Todos os pássaros se alimentam em mim.

Flores nascem no caminho que trilho.

07 fevereiro, 2011

Zouk

Perna e perna sobre pernas.
Braços sobre os ombros.
Mãos, mãos, seios e pernas.
Ritmo. Suor e ritmo.

Dancemos!

30 janeiro, 2011

Sua

Sou sua porque nasci dos seus desejos.

27 janeiro, 2011

Do sal



Eu sorri para o horizonte
entorpecida de luz
e voos de andorinhas no verão.
Onda e areia de praia,
sal no corpo e no vento.
A maresia corroeu meus pensamentos,
O coração flutuante em espuma branca.
Eu sorri para as curvas dos corpos
e o ritmo dos barcos.

Quando voltei para a serra
não havia mais amor ou morte.
Trouxe a alma limpa,
tão plena e livre quanto jamais fui.
Estão em mim os horizontes e as luzes,
estão em mim as ondas e os mares.

09 janeiro, 2011

Cartas com Destino

À Diana.


Teu mal, preta, foi tentar ferir-me com minha lança quando eu já sangrava e disso não poderia mais morrer. E ainda, preta, ameaçou privar-me dos teus carinhos, quis ser cruel na distância, acusando-me de não valer a ponta cega de uma lança ou sua sincera devoção.

Se privar-me de ti é tua punição, aceito. Se apagar meu sol fará teu horizonte maior, ofusque o que brilha em mim. Teu mal, preta, é acreditar que eu acredito em tuas intenções. Podes maldizer-me. Eu ainda serei toda amor.

Preta, eu não deixei de estar contigo; apenas entenda, aceite. Eu a amo, isso deveria se estender para além da minha presença ou ausência. É vã tua luta com teus significados se o que deseja é deixar de ser eterna. Eu não a esqueci, tu também não me vais esquecer. Não o faça, não o tentes fazer.

Aceite minha natureza fugaz. Aceite que eu falho muitíssimas vezes onde a perfeição se faz necessária. Aceite que não consigo lidar com tudo o que sinto em palavras. Aceite o que eu não posso aceitar.
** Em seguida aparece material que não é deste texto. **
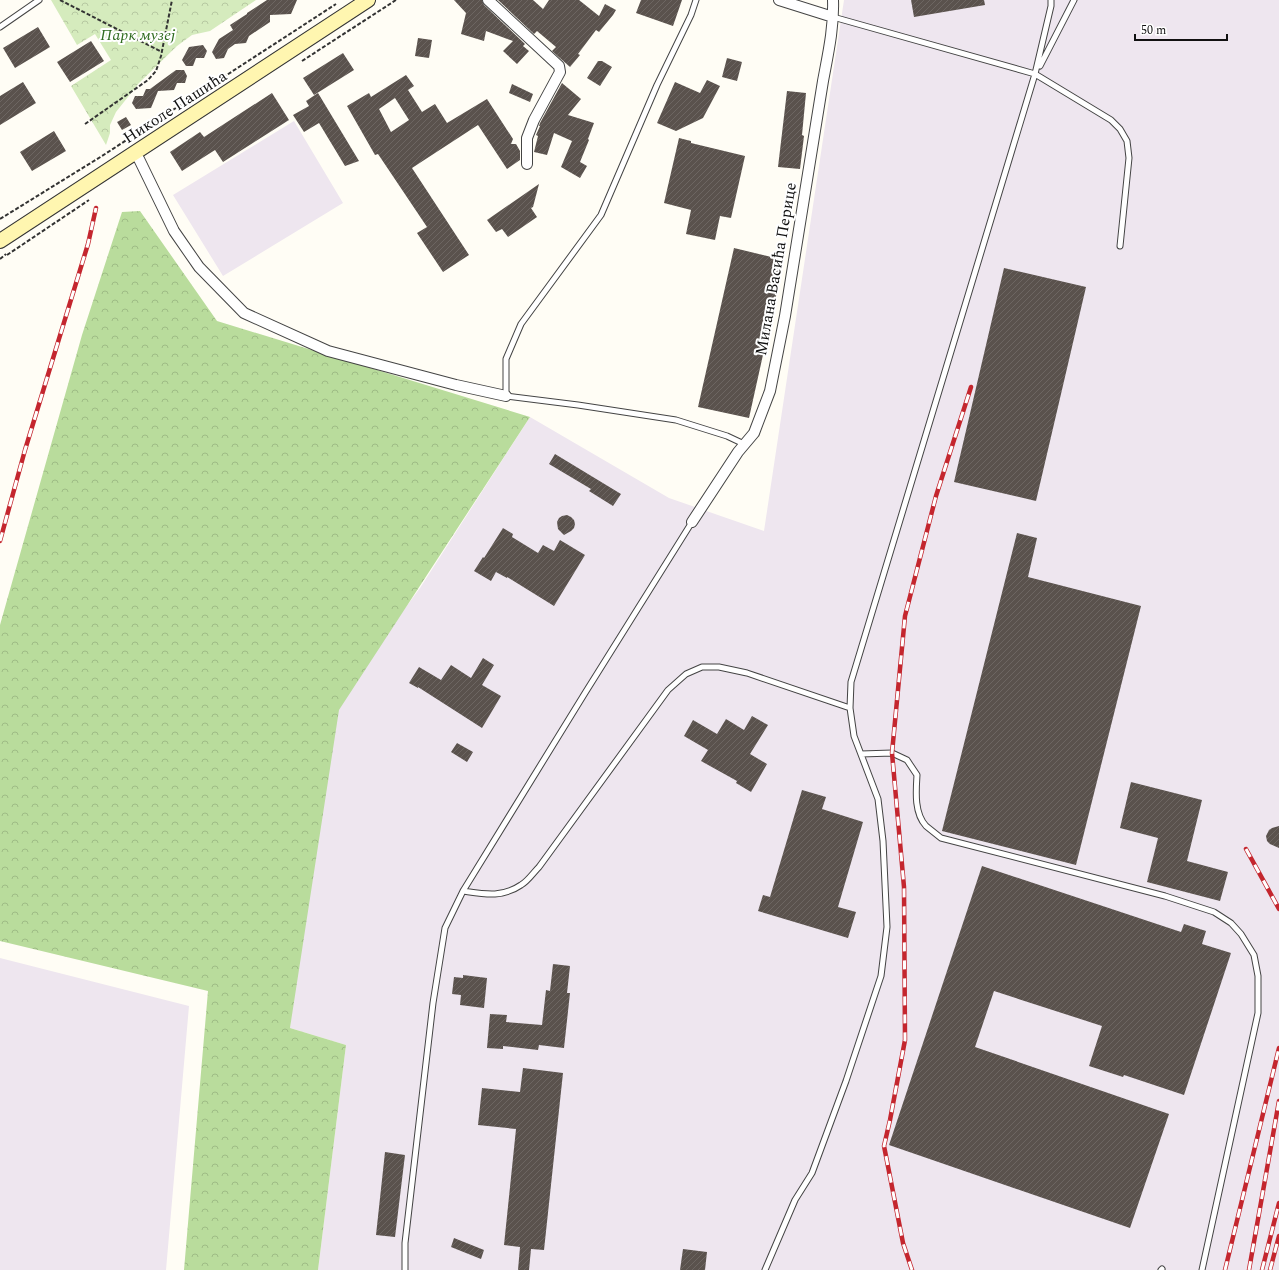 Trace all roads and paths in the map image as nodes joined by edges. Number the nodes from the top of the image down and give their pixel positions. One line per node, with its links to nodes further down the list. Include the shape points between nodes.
1 (39, 0): 14 (lane)
2 (60, 0): 15 (path)
3 (172, 0): 15 (path)
4 (342, 0): 22 (path)
5 (368, 0): 19 (street, Николе Пашића)
6 (396, 0): 16 (path)
7 (488, 0): 20 (street, via 559,66 560,72 527,138)
8 (696, 0): 26 (lane, via 601,216 521,324 506,359)
9 (779, 0): 13 (street)
10 (833, 0): 13 (street, Милана Васића Перице)
11 (1050, 0): 17 (lane, via 1051,6)
12 (1074, 0): 17 (lane)
13 (834, 17): 17 (lane); 27 (street, Милана Васића Перице, via 785,316 770,392 754,433)
14 (0, 27)
15 (162, 52): 18 (path, via 156,71 148,80)
16 (296, 65)
17 (1035, 74): 24 (lane, via 1111,120 1127,141 1129,158); 29 (lane, via 851,682)
18 (85, 124)
19 (134, 154): 23 (street, Николе Пашића); 26 (street, via 139,159 174,231 199,267 244,313 328,351)
20 (527, 164)
21 (90, 199): 25 (path)
22 (0, 219)
23 (0, 242)
24 (1120, 246)
25 (7, 255)
26 (506, 396): 27 (lane, via 676,420)
27 (744, 444): 28 (street, Милана Васића Перице)
28 (692, 522): 31 (lane)
29 (850, 708): 30 (lane, via 854,736); 31 (lane, via 747,673 719,667 702,667 686,674 668,690 539,867 522,885 508,892 493,895)
30 (861, 754): 33 (lane, via 878,798 883,841 887,927 881,976 812,1174 795,1200); 34 (lane, via 892,753 907,760 917,774 915,794 921,817 926,826 941,838 1165,896 1214,912 1231,923 1241,934 1254,956 1258,976 1258,1013)
31 (463, 891): 32 (lane, via 445,928 433,1002 405,1243)
32 (405, 1270)
33 (765, 1270)
34 (1202, 1270) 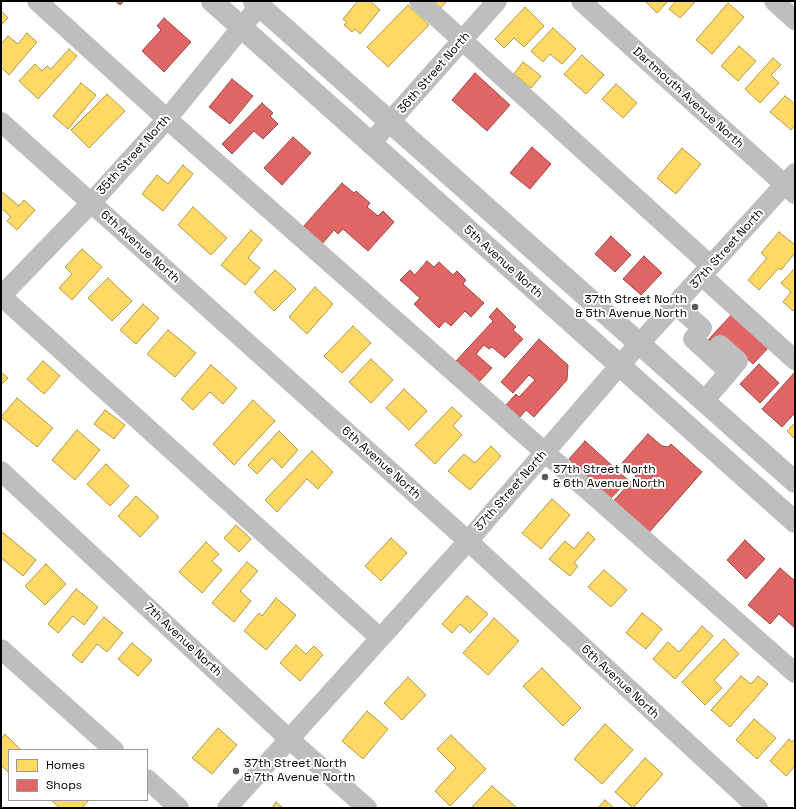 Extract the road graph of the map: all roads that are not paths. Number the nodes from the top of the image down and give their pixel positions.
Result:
1 (37, 1) edge
2 (212, 1) edge
3 (419, 1) edge
4 (497, 1) edge
5 (581, 1) edge
6 (774, 1) edge
7 (256, 4) edge
8 (795, 20) edge
9 (241, 27) junction
10 (462, 40) junction
11 (167, 118) junction
12 (1, 122) edge
13 (390, 122) junction
14 (370, 144) junction
15 (792, 184) edge
16 (91, 203) junction
17 (707, 271) junction
18 (1, 296) edge
19 (676, 305) junction
20 (711, 337) junction
21 (640, 343) junction
22 (795, 360) edge
23 (620, 365) junction
24 (729, 372) junction
25 (704, 401) junction
26 (545, 452) junction
27 (1, 471) edge
28 (795, 482) edge
29 (795, 522) edge
30 (468, 542) junction
31 (380, 638) junction
32 (1, 649) edge
33 (795, 673) edge
34 (290, 739) junction
35 (113, 749) edge
36 (148, 780) edge
37 (179, 808) edge
38 (227, 808) edge
39 (367, 808) edge
40 (758, 808) edge

1 - 11 street
2 - 9 main road, 5th Avenue North
3 - 10 street
4 - 10 street, 36th Street North
5 - 15 street, Dartmouth Avenue North
6 - 8 street
7 - 9 street, 35th Street North
7 - 13 main road
9 - 11 street, 35th Street North
9 - 14 main road, 5th Avenue North
10 - 13 street, 36th Street North
10 - 17 street
11 - 16 street, 35th Street North
11 - 26 street
12 - 16 street, 6th Avenue North
13 - 14 street, 36th Street North
13 - 21 main road
14 - 23 main road, 5th Avenue North
15 - 17 street, 37th Street North
16 - 18 street, 35th Street North
16 - 30 street, 6th Avenue North
17 - 19 street, 37th Street North
17 - 22 street
18 - 31 street
19 - 20 street
19 - 21 street, 37th Street North
20 - 24 street
20 - 24 street
21 - 23 street, 37th Street North
21 - 25 main road
23 - 26 street, 37th Street North
23 - 29 main road, 5th Avenue North
24 - 25 street
25 - 28 main road
26 - 30 street, 37th Street North
26 - 33 street
27 - 34 street, 7th Avenue North
30 - 31 street, 37th Street North
30 - 40 street, 6th Avenue North
31 - 34 street, 37th Street North
32 - 35 street
34 - 38 street, 37th Street North
34 - 39 street, 7th Avenue North
36 - 37 street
Eu não aceito teu adeus. Não aceito que queiras me deixar, não aceito que massacre, de forma tão leviana, o que sinto. Quando sentir minha falta, ligue-me. Mande uma carta, mande um e-mail. Mas não ameace abandonar-me, não seja tão rude.  Estou tentando ser feliz, estou tentando acreditar que mereço.

Voltei, Preta. Voltei para tuas farpas e teus doces, voltei para ser alvo de tuas afirmações. Voltei para que destruas. Feliz? Eu estou.  Porque voltei ao campo para duelar contigo, minha derrota e prêmio.